Shortly after his arrest, El Mahdaoui was charged along with 53 Hirak activists and transferred to Casablanca, where they faced a mass trial lasting almost one year. Near its conclusion, the court dropped El Mahdaoui from this case and tried him individually on the “failing to report a security threat” charge. On June 26, the Hirak activists were convicted on charges such as “rebellion” and organizing unauthorized protests, and sentenced to up to 20 years in prison.
 
El Mahdaoui’s prosecution was based on phone conversations on May 27 and 28, 2017 that had been obtained by the judicial police using a wiretap on his interlocutor’s phone, according to court documents. El Mahdaoui’s defense contended, unsuccessfully, that the court should dismiss the case on the grounds that the wiretap was illegal, since the police received the wiretap order from the prosecutor only on May 30, according to a court file document consulted by Human Rights Watch – that is after the wiretapped conversations had taken place.
 
In his calls, the caller introduced himself as “Noureddine,” a Moroccan anti-monarchy activist based in the Netherlands, according to the court documents. In the 23-minute conversation on May 27, “Noureddine,” later identified by the police as Brahim Bouazzati, said that he and others intended to smuggle weapons from Russia into Morocco and “purchase tanks” to support the Hirak movement militarily.
 
In court, El Mahdaoui insisted that “Noureddine” lacked credibility and his plans amounted to no more than “empty talk.” El Mahdaoui said he did not find the declarations to merit news coverage, despite the caller’s repeated requests in the tapped phone conversations, which were played back in court, that he report on it.
 
The French newspaper Le Monde reported that El Mahdaoui said about “Noureddine”: “I considered him a lunatic, a liar, or someone who was trying to trick me […] I never took his claims seriously.”
 
The court’s reasoning for finding El Mahdaoui guilty has yet to be published.

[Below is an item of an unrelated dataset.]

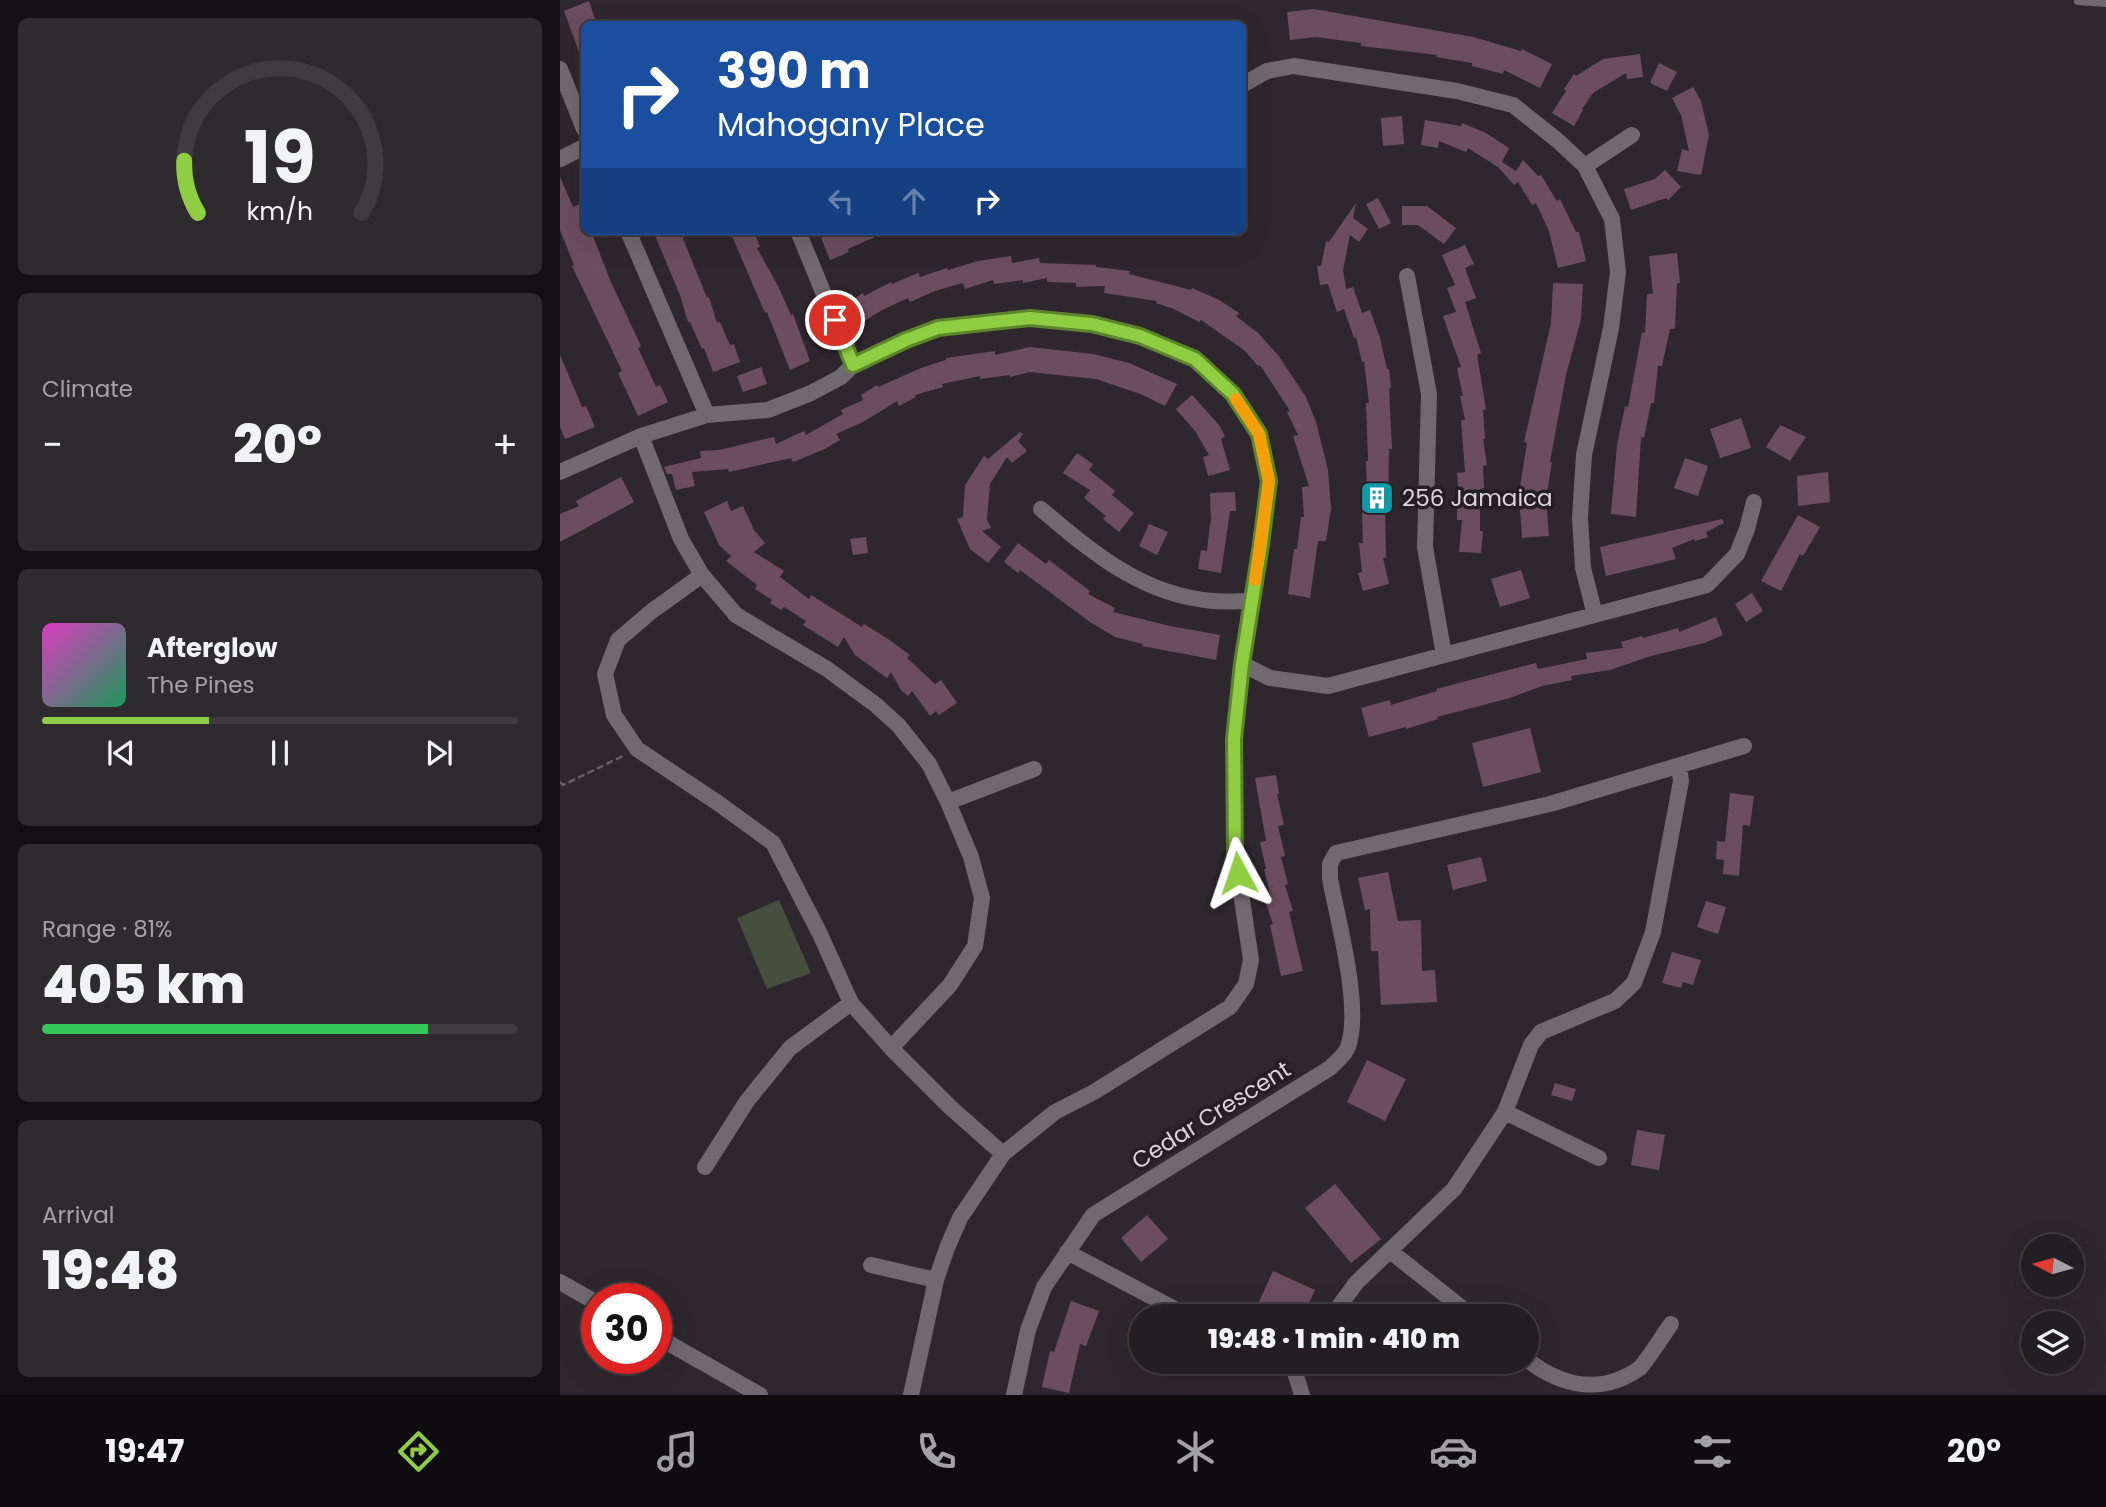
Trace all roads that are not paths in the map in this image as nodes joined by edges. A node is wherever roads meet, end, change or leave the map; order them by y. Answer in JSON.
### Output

However, at no point in the trial, which Human Rights Watch attended, did the prosecution present evidence the journalist either knew the threat was serious enough to warrant alerting the authorities, or his failure to consider it as such was so negligent as to be criminal.
 
Under international law, the criminal law should be clear, precise, and applied in a way that any individual should reasonably be able to predict that a specific act (or omission) would amount to a crime.
 
El Mahdaoui, who directed the website badil.info before his imprisonment prompted its closure, became popular in Morocco through social media videos featuring his political and social commentary, and interviews of public figures. He had previously been convicted for disseminating “false news” in cases involving the then-minister of justice, a governor, and the head of the national police. In the first two cases, the court sentenced El Mahdaoui to suspended prison terms. The third case was settled after the plaintiff dropped the charges.
 
“By sentencing El Mahdaoui to three years over simply not reporting wild threats, Morocco’s authorities are sending a chilling message to the remaining independent journalists in the country that the authorities can use any excuse to bring charges against them,” Whitson said.